Widespread electric vehicle adoption would save billions of dollars, thousands of lives

New study finds improved air quality would avoid health and climate damages

17 August 2020

Joint Release

A new study finds if electric vehicles replaced 25 percent of combustion engine cars currently on the road, the United States would save approximately $17 billion annually by avoiding damages from climate change and air pollution. Credit: Michael Movchin / Felix Müller / CC BY-SA (https://creativecommons.org/licenses/by-sa/3.0)

A new study finds if electric vehicles replaced 25 percent of combustion engine cars currently on the road, the United States would save approximately $17 billion annually by avoiding damages from climate change and air pollution.
Credit: Michael Movchin / Felix Müller / CC BY-SA (https://creativecommons.org/licenses/by-sa/3.0)


AGU press contact:
Lauren Lipuma, +1 (202) 777-7396, [email protected]

Northwestern University press contact:
Amanda Morris, +1 (847) 467-6790, [email protected]

Contact information for the researchers:
Daniel Peters, Environmental Defense Fund, Austin, Texas
[email protected]

Daniel Horton, Northwestern University, Evanston, Illinois
[email protected]


WASHINGTON—If electric vehicles replaced 25 percent of combustion engine cars currently on the road, the United States would save approximately $17 billion annually by avoiding damages from climate change and air pollution, according to new research.

Authors of a new study in AGU’s journal GeoHealth combined climate modeling with public health data to evaluate the impact of electric vehicles on U.S. lives and the economy.
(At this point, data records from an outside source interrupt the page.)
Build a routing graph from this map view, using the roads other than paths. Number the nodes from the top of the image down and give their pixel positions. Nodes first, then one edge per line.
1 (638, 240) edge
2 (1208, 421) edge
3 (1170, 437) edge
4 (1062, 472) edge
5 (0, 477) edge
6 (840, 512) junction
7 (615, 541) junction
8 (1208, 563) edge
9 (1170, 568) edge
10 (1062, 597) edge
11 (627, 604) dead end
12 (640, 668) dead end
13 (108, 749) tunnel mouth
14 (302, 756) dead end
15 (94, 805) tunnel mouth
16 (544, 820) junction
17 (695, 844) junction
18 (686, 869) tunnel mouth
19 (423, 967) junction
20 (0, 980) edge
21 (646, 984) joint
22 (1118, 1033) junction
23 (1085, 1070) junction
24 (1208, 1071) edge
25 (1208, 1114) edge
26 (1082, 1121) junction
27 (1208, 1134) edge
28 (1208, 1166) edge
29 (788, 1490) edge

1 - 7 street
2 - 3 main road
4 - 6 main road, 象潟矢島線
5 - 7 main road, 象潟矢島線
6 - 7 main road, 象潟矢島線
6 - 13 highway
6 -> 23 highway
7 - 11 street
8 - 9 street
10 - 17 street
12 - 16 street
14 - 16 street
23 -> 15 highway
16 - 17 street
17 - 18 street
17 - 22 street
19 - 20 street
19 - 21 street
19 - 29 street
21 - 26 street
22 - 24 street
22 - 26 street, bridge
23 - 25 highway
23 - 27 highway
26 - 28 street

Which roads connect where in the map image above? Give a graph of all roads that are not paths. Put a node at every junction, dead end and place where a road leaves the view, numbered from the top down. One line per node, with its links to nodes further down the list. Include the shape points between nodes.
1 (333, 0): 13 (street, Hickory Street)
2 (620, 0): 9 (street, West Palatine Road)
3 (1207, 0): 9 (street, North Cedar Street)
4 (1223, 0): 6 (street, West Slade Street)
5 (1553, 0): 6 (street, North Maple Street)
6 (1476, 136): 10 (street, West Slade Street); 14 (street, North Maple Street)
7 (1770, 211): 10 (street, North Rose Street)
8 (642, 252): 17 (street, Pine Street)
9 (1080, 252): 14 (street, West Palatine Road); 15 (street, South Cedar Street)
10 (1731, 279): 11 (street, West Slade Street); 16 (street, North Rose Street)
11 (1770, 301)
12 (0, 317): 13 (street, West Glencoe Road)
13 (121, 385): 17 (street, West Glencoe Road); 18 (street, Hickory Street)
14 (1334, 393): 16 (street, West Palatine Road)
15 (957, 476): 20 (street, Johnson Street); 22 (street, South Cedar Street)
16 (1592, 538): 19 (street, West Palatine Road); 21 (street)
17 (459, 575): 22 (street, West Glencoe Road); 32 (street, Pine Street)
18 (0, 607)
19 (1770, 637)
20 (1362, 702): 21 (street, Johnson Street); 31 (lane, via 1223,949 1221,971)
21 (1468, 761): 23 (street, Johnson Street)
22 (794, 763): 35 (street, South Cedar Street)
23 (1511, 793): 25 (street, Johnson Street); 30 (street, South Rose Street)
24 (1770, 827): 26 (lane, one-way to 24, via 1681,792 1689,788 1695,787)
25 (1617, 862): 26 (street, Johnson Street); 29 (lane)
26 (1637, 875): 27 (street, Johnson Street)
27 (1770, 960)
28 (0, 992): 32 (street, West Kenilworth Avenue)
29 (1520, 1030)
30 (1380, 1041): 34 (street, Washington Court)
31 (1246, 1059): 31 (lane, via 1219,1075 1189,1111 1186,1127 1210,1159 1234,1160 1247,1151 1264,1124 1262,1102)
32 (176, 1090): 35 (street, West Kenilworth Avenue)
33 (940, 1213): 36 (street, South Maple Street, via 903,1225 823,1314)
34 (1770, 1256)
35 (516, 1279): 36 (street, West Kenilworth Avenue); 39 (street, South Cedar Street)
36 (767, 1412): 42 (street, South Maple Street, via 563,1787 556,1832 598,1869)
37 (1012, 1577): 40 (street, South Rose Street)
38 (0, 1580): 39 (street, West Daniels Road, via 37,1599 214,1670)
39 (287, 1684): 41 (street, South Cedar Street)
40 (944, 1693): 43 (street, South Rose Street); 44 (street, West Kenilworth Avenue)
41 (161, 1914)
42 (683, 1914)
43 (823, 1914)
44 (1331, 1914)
Results show that in more aggressive scenarios — replacing 75 percent of cars with electric vehicles and increasing renewable energy for every generation — savings could reach as much as $70 billion annually.

“Vehicle electrification in the United States could prevent hundreds to thousands of premature deaths annually while reducing carbon emissions by hundreds of millions of tons,” said Daniel Peters, a climate scientist with the Environmental Defense Fund in Austin, Texas, formerly of Northwestern University in Evanston, Illinois and lead author of the new study. “This highlights the potential of co-beneficial solutions to climate change that not only curb greenhouse gas emissions but also reduce the health burden of harmful air pollution.”

“From an engineering and technological standpoint, people have been developing solutions to climate change for years,” said Northwestern’s Daniel Horton, senior author of the study. “But we need to rigorously assess these solutions. This study presents a nuanced look at electric vehicles and energy generation and found that electric vehicle adoption not only reduces greenhouse gases but saves lives.”

In the new study, Horton, Peters and their team looked at vehicle fleet and emissions data from 2014. They found if 25 percent of U.S. drivers adopted electric vehicles in 2014, and the power required to charge their batteries came from 2014’s energy generation infrastructure, then 250 million tons of carbon dioxide emissions would have been mitigated.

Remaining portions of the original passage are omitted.